PROMPT: Apart from the pictures, which must be omitted, restate the data exactly.

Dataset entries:
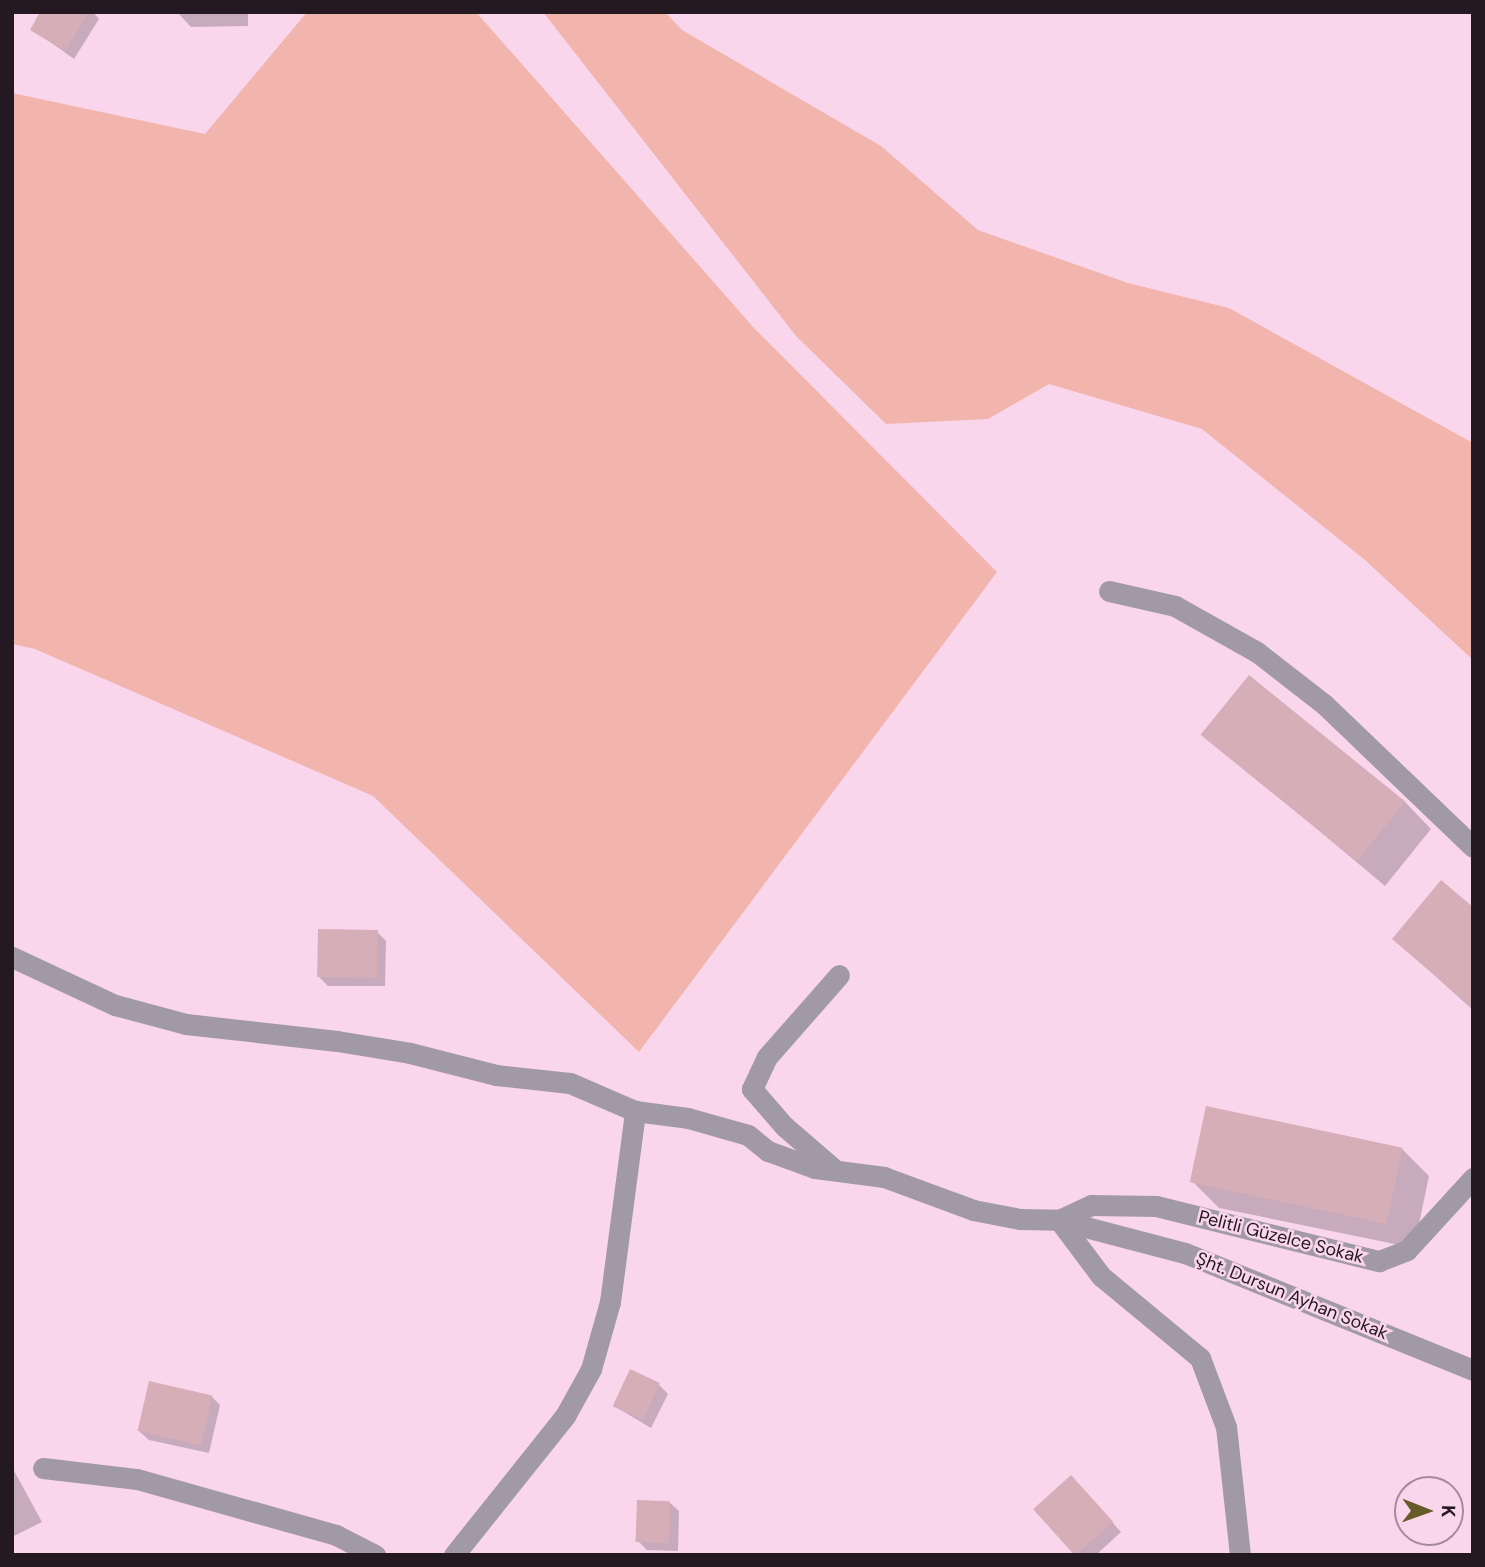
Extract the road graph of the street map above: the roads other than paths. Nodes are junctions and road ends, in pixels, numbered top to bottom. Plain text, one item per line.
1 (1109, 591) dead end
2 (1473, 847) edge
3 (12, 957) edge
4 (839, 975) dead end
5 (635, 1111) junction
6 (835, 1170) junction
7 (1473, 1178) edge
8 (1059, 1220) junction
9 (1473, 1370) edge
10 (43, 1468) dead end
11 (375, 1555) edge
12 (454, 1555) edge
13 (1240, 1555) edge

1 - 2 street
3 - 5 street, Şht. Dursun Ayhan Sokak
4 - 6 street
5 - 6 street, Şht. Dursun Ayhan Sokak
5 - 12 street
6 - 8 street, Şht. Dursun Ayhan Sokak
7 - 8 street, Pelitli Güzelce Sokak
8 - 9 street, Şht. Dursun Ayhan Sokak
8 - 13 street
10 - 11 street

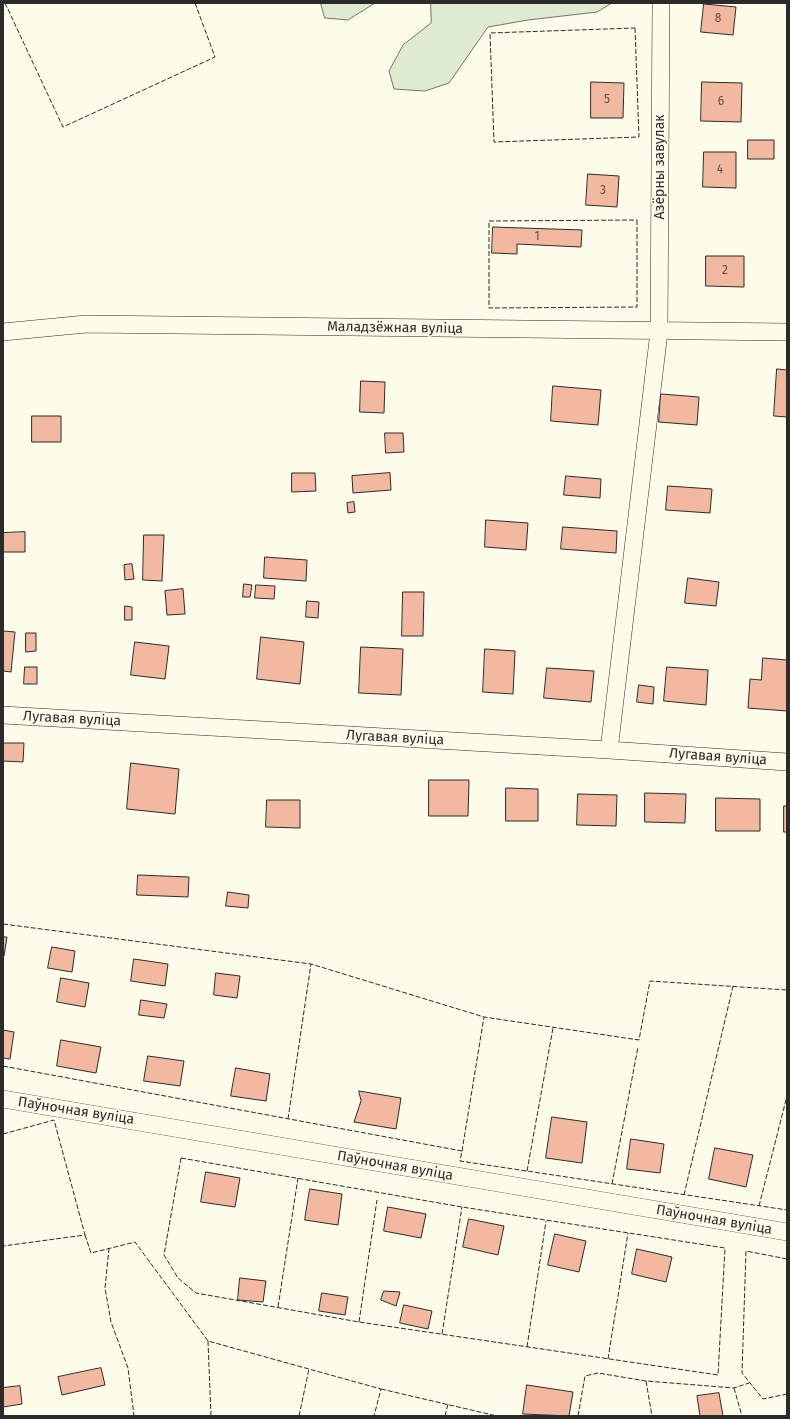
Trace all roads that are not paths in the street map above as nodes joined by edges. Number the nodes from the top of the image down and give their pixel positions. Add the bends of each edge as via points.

SOLUTION TO THIS PROBLEM:
Extract the road graph of the street map above: the roads other than paths. Nodes are junctions and road ends, in pixels, numbered top to bottom. Plain text, one item per line.
1 (1109, 591) dead end
2 (1473, 847) edge
3 (12, 957) edge
4 (839, 975) dead end
5 (635, 1111) junction
6 (835, 1170) junction
7 (1473, 1178) edge
8 (1059, 1220) junction
9 (1473, 1370) edge
10 (43, 1468) dead end
11 (375, 1555) edge
12 (454, 1555) edge
13 (1240, 1555) edge

1 - 2 street
3 - 5 street, Şht. Dursun Ayhan Sokak
4 - 6 street
5 - 6 street, Şht. Dursun Ayhan Sokak
5 - 12 street
6 - 8 street, Şht. Dursun Ayhan Sokak
7 - 8 street, Pelitli Güzelce Sokak
8 - 9 street, Şht. Dursun Ayhan Sokak
8 - 13 street
10 - 11 street

Trace all roads that are not paths in the street map above as nodes joined by edges. Number the nodes from the top of the image down and give their pixel positions. Add the bends of each edge as via points.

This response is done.